The way I learned, very young, to stay quiet. To count breaths. To pretend the noise was thunder and not rage tearing through our home.

I remember hiding my hands under my pillow so they wouldn’t shake.

I remember staring at the ceiling and wishing I could disappear.

I remember Yagini, two years old, crying while I did everything in my power to shut her up.

I remember the shame most of all—how it settled into my bones, heavy and permanent, long before I understood it didn’t belong to me.

Ayush rips his hand free with a violent jerk and laughs, the sound ugly, unrestrained. “You think people don’t know?” he spits, taking a step back only to loom forward again. “How your father was a woman-beater? How he slept around like loyalty was a joke?”

His words scrape against something raw inside me.

“And you—” he scoffs, eyes glittering with satisfaction, “you can’t even keep one woman quiet.”

The impact comes from the side.

Devraj’s fist slams into Ayush’s face with a force that finally knocks the smirk clean off him. Rage flashes across Devraj’s features—unfiltered, protective, lethal.

But I don’t move. I can’t.

Ayush’s words echo in my head, not because they’re true, but because they touch a wound I’ve spent my entire life guarding. One I promised myself I would never pass on. One I swore would end with me.

And suddenly, the only thing louder than my anger is the fear that maybe—just maybe—I am closer to becoming him than I ever wanted to admit.

Sitara’s hand grips my arm.

It should stop me. It should anchor me, the way her touch usually does. But this time, I don’t turn. I don’t let myself look at her face, because I know—I know—that if I do, I will break right here. In front of everyone. In front of her.

All I can hear is his words.

It keeps echoing, bouncing around my skull like it has nowhere else to go. Louder than the music outside, louder than the murmurs in the corridor, louder than my own breathing. My body goes cold and hot at the same time, a sick, crawling sensation running up my spine, settling deep in my chest.

What if he’s right?

The question isn’t loud. It’s worse than that. It’s quiet. Insidious. It slips in like it has always been waiting for the right moment.

What if I am like him?

The thought hits so hard it knocks the air out of my lungs.

My breath stutters, my chest tightening painfully as images I don’t want come rushing in—Sitara flinching under my voice, her eyes dimming, her smile fading because of me.

Sitara crying in silence, convincing herself she deserves it.

Sitara shrinking, the way my mother used to.

My stomach twists violently.

I promised myself I would never be that man. I promised myself as a boy hiding behind locked doors, as a teenager clenching his fists helplessly, as a man who swore he would rather burn than become his father.

Never.

But what if love isn’t enough? What if anger slips through the cracks one day?
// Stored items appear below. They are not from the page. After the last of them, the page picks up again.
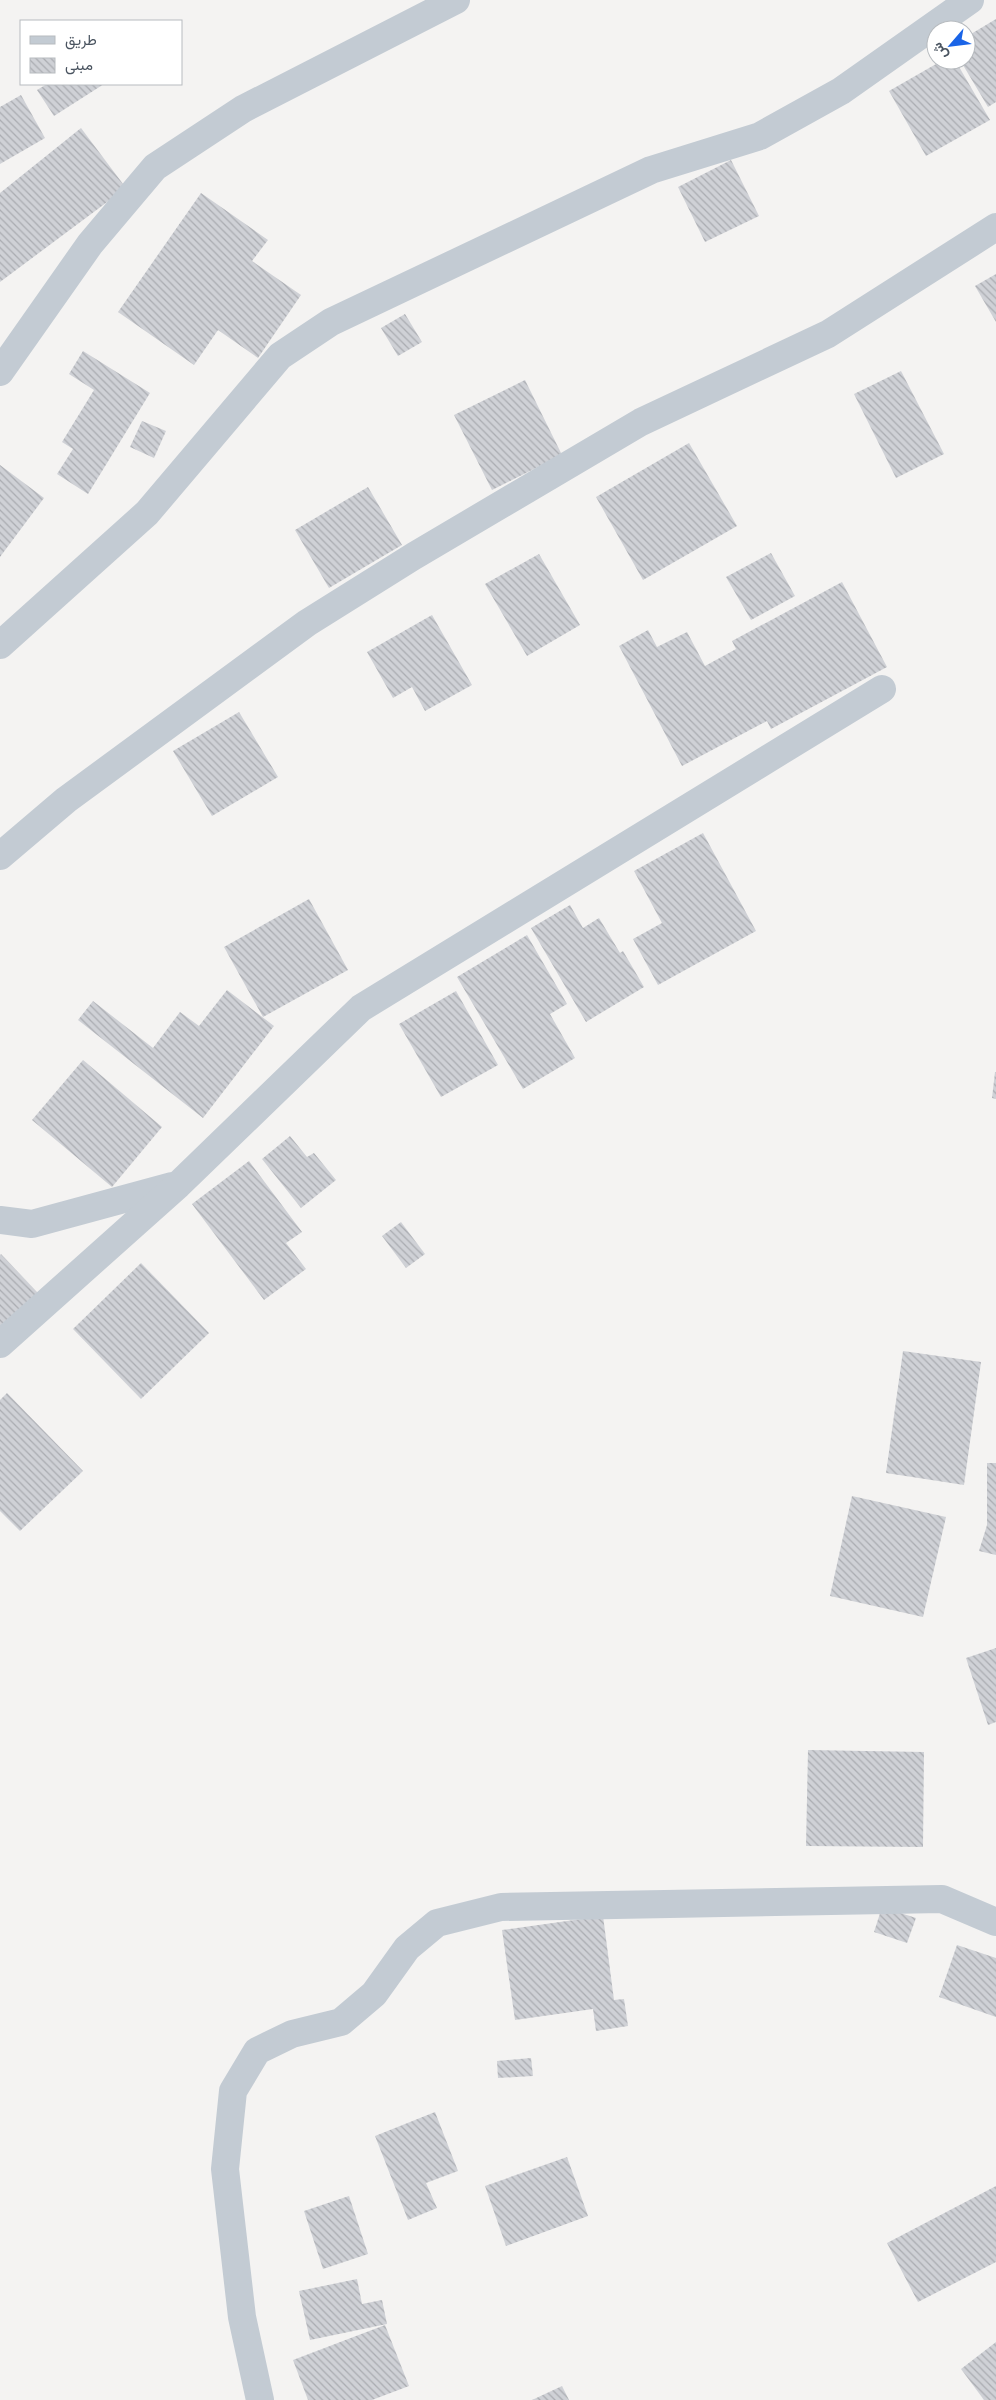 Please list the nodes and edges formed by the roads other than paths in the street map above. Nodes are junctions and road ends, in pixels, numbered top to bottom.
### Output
1 (456, 0) edge
2 (970, 0) edge
3 (996, 227) edge
4 (0, 372) edge
5 (0, 645) edge
6 (882, 689) dead end
7 (0, 856) edge
8 (178, 1185) junction
9 (0, 1220) edge
10 (0, 1344) edge
11 (996, 1922) edge
12 (260, 2400) edge

1 - 4 street
2 - 5 street
3 - 7 street
6 - 8 street
8 - 9 street
8 - 10 street
11 - 12 street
What if I lose control for a second—and that second costs her everything?

My chest caves in under the weight of it.

It feels like something inside me is collapsing, folding inward, leaving nothing solid to stand on.
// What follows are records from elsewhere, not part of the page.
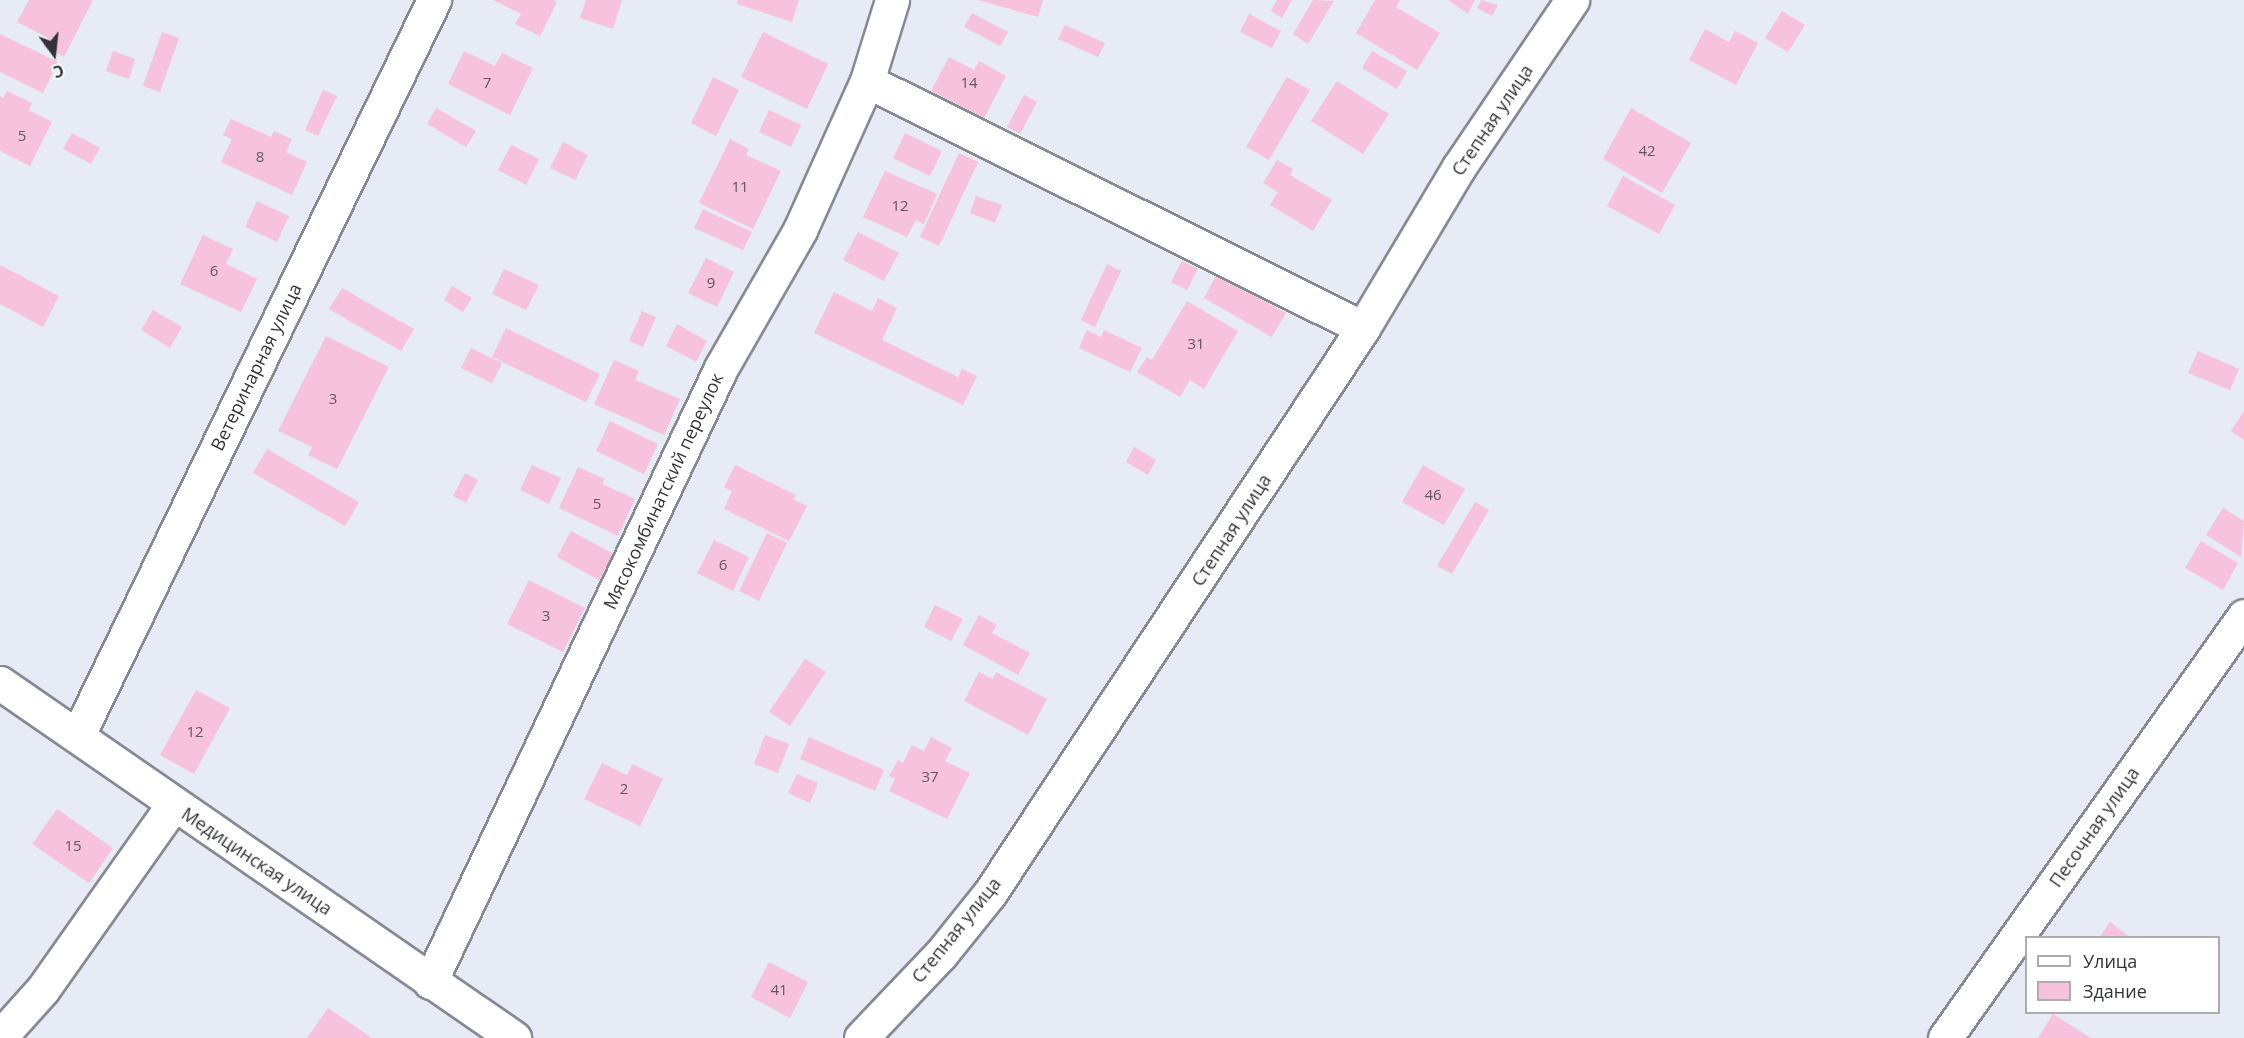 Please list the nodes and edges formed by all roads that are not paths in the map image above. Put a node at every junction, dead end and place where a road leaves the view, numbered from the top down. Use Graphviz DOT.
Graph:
graph roads {
  1 [pos="434,0"];
  2 [pos="892,0"];
  3 [pos="1572,0"];
  4 [pos="867,81"];
  5 [pos="1363,328"];
  6 [pos="2244,616"];
  7 [pos="0,683"];
  8 [pos="78,735"];
  9 [pos="173,805"];
  10 [pos="430,982"];
  11 [pos="0,1037"];
  12 [pos="514,1038"];
  13 [pos="861,1038"];
  14 [pos="1945,1038"];
  1 -- 8 [label="street, Ветеринарная улица"];
  2 -- 4 [label="street, Мясокомбинатский переулок"];
  3 -- 5 [label="street, Степная улица"];
  4 -- 5 [label="street"];
  4 -- 10 [label="street, Мясокомбинатский переулок"];
  5 -- 13 [label="street, Степная улица"];
  6 -- 14 [label="street, Песочная улица"];
  7 -- 8 [label="street, Медицинская улица"];
  8 -- 9 [label="street, Медицинская улица"];
  9 -- 10 [label="street, Медицинская улица"];
  9 -- 11 [label="street"];
  10 -- 12 [label="street, Медицинская улица"];
}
My fingers twitch uselessly at my sides.

I take a step back.

Then another.

Each one feels wrong. Each one feels like I’m tearing myself in half. But my feet keep moving anyway, driven by a single, brutal certainty.

I turn away.

I walk.

I walk away from the voices, from the heat of the confrontation, from the chaos still buzzing behind me. Most of all, I walk away from her—because staying feels dangerous now. Staying feels selfish.

If being near her means even the slightest chance of turning into the man I hate—Then leaving is the only choice I have.

Even if it hurts.

Even if it breaks me open from the inside.

Even if every step feels like I’m carving her name into my ribs. I will not hurt her. I won’t.